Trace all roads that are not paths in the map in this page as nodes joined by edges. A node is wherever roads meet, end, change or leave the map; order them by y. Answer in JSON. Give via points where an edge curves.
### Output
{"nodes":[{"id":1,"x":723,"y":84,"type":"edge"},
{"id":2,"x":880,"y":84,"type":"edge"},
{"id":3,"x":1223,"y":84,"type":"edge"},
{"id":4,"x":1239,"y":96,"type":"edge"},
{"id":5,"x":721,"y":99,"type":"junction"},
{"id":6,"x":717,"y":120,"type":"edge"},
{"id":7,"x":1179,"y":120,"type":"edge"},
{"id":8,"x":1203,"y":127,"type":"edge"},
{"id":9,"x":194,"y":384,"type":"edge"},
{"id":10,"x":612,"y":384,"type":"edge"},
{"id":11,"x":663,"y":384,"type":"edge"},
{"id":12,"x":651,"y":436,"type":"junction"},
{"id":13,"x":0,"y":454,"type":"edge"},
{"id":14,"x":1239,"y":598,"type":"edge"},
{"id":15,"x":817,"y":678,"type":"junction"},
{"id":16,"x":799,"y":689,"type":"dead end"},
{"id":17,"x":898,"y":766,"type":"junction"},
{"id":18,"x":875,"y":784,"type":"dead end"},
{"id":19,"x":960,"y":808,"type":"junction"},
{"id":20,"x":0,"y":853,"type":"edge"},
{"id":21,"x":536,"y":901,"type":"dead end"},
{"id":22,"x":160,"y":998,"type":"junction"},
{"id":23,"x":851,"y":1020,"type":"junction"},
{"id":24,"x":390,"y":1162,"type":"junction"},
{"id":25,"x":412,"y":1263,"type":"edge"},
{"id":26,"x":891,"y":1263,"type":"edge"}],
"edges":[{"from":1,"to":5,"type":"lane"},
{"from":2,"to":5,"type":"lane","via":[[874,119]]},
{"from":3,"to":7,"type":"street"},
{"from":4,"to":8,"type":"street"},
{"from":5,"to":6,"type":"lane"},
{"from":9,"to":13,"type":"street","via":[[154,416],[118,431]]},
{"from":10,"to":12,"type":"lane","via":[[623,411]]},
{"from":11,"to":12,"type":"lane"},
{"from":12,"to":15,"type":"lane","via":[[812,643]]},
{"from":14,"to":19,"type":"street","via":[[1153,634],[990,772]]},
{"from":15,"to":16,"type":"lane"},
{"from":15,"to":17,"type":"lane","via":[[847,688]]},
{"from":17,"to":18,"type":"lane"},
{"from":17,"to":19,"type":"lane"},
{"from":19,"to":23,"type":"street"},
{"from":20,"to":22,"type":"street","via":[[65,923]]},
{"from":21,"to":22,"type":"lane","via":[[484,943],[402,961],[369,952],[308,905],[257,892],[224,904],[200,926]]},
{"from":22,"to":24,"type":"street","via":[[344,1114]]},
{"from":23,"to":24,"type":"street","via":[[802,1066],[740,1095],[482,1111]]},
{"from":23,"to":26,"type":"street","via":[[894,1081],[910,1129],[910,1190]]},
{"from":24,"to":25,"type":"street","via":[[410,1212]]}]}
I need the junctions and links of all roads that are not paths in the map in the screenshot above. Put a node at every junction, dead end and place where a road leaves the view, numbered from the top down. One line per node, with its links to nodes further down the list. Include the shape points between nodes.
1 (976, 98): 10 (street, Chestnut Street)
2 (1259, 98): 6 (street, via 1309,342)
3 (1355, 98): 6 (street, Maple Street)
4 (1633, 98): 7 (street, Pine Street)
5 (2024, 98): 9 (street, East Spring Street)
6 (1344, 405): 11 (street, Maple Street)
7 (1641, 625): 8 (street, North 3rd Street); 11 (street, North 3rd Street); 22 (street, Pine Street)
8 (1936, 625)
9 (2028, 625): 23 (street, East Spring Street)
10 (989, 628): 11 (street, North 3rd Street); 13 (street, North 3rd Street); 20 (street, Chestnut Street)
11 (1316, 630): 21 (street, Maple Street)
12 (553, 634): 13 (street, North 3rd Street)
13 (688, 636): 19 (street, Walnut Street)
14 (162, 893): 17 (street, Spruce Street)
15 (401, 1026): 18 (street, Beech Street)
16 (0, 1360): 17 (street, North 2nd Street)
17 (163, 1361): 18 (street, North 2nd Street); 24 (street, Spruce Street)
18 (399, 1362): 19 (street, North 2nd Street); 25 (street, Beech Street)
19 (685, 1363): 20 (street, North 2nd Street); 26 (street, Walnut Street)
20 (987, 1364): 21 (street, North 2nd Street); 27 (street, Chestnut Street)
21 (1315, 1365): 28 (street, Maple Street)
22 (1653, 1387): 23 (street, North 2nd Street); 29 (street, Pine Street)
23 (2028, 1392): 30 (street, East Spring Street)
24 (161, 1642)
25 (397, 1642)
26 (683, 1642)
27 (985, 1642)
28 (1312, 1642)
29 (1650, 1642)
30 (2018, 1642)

[ABOUT THIS TASK]: Each record is to be reproduced exactly as it appears.

[ANSWER]:
Trace all roads that are not paths in the map in this page as nodes joined by edges. A node is wherever roads meet, end, change or leave the map; order them by y. Answer in JSON. Give via points where an edge curves.
### Output
{"nodes":[{"id":1,"x":723,"y":84,"type":"edge"},
{"id":2,"x":880,"y":84,"type":"edge"},
{"id":3,"x":1223,"y":84,"type":"edge"},
{"id":4,"x":1239,"y":96,"type":"edge"},
{"id":5,"x":721,"y":99,"type":"junction"},
{"id":6,"x":717,"y":120,"type":"edge"},
{"id":7,"x":1179,"y":120,"type":"edge"},
{"id":8,"x":1203,"y":127,"type":"edge"},
{"id":9,"x":194,"y":384,"type":"edge"},
{"id":10,"x":612,"y":384,"type":"edge"},
{"id":11,"x":663,"y":384,"type":"edge"},
{"id":12,"x":651,"y":436,"type":"junction"},
{"id":13,"x":0,"y":454,"type":"edge"},
{"id":14,"x":1239,"y":598,"type":"edge"},
{"id":15,"x":817,"y":678,"type":"junction"},
{"id":16,"x":799,"y":689,"type":"dead end"},
{"id":17,"x":898,"y":766,"type":"junction"},
{"id":18,"x":875,"y":784,"type":"dead end"},
{"id":19,"x":960,"y":808,"type":"junction"},
{"id":20,"x":0,"y":853,"type":"edge"},
{"id":21,"x":536,"y":901,"type":"dead end"},
{"id":22,"x":160,"y":998,"type":"junction"},
{"id":23,"x":851,"y":1020,"type":"junction"},
{"id":24,"x":390,"y":1162,"type":"junction"},
{"id":25,"x":412,"y":1263,"type":"edge"},
{"id":26,"x":891,"y":1263,"type":"edge"}],
"edges":[{"from":1,"to":5,"type":"lane"},
{"from":2,"to":5,"type":"lane","via":[[874,119]]},
{"from":3,"to":7,"type":"street"},
{"from":4,"to":8,"type":"street"},
{"from":5,"to":6,"type":"lane"},
{"from":9,"to":13,"type":"street","via":[[154,416],[118,431]]},
{"from":10,"to":12,"type":"lane","via":[[623,411]]},
{"from":11,"to":12,"type":"lane"},
{"from":12,"to":15,"type":"lane","via":[[812,643]]},
{"from":14,"to":19,"type":"street","via":[[1153,634],[990,772]]},
{"from":15,"to":16,"type":"lane"},
{"from":15,"to":17,"type":"lane","via":[[847,688]]},
{"from":17,"to":18,"type":"lane"},
{"from":17,"to":19,"type":"lane"},
{"from":19,"to":23,"type":"street"},
{"from":20,"to":22,"type":"street","via":[[65,923]]},
{"from":21,"to":22,"type":"lane","via":[[484,943],[402,961],[369,952],[308,905],[257,892],[224,904],[200,926]]},
{"from":22,"to":24,"type":"street","via":[[344,1114]]},
{"from":23,"to":24,"type":"street","via":[[802,1066],[740,1095],[482,1111]]},
{"from":23,"to":26,"type":"street","via":[[894,1081],[910,1129],[910,1190]]},
{"from":24,"to":25,"type":"street","via":[[410,1212]]}]}
I need the junctions and links of all roads that are not paths in the map in the screenshot above. Put a node at every junction, dead end and place where a road leaves the view, numbered from the top down. One line per node, with its links to nodes further down the list. Include the shape points between nodes.
1 (976, 98): 10 (street, Chestnut Street)
2 (1259, 98): 6 (street, via 1309,342)
3 (1355, 98): 6 (street, Maple Street)
4 (1633, 98): 7 (street, Pine Street)
5 (2024, 98): 9 (street, East Spring Street)
6 (1344, 405): 11 (street, Maple Street)
7 (1641, 625): 8 (street, North 3rd Street); 11 (street, North 3rd Street); 22 (street, Pine Street)
8 (1936, 625)
9 (2028, 625): 23 (street, East Spring Street)
10 (989, 628): 11 (street, North 3rd Street); 13 (street, North 3rd Street); 20 (street, Chestnut Street)
11 (1316, 630): 21 (street, Maple Street)
12 (553, 634): 13 (street, North 3rd Street)
13 (688, 636): 19 (street, Walnut Street)
14 (162, 893): 17 (street, Spruce Street)
15 (401, 1026): 18 (street, Beech Street)
16 (0, 1360): 17 (street, North 2nd Street)
17 (163, 1361): 18 (street, North 2nd Street); 24 (street, Spruce Street)
18 (399, 1362): 19 (street, North 2nd Street); 25 (street, Beech Street)
19 (685, 1363): 20 (street, North 2nd Street); 26 (street, Walnut Street)
20 (987, 1364): 21 (street, North 2nd Street); 27 (street, Chestnut Street)
21 (1315, 1365): 28 (street, Maple Street)
22 (1653, 1387): 23 (street, North 2nd Street); 29 (street, Pine Street)
23 (2028, 1392): 30 (street, East Spring Street)
24 (161, 1642)
25 (397, 1642)
26 (683, 1642)
27 (985, 1642)
28 (1312, 1642)
29 (1650, 1642)
30 (2018, 1642)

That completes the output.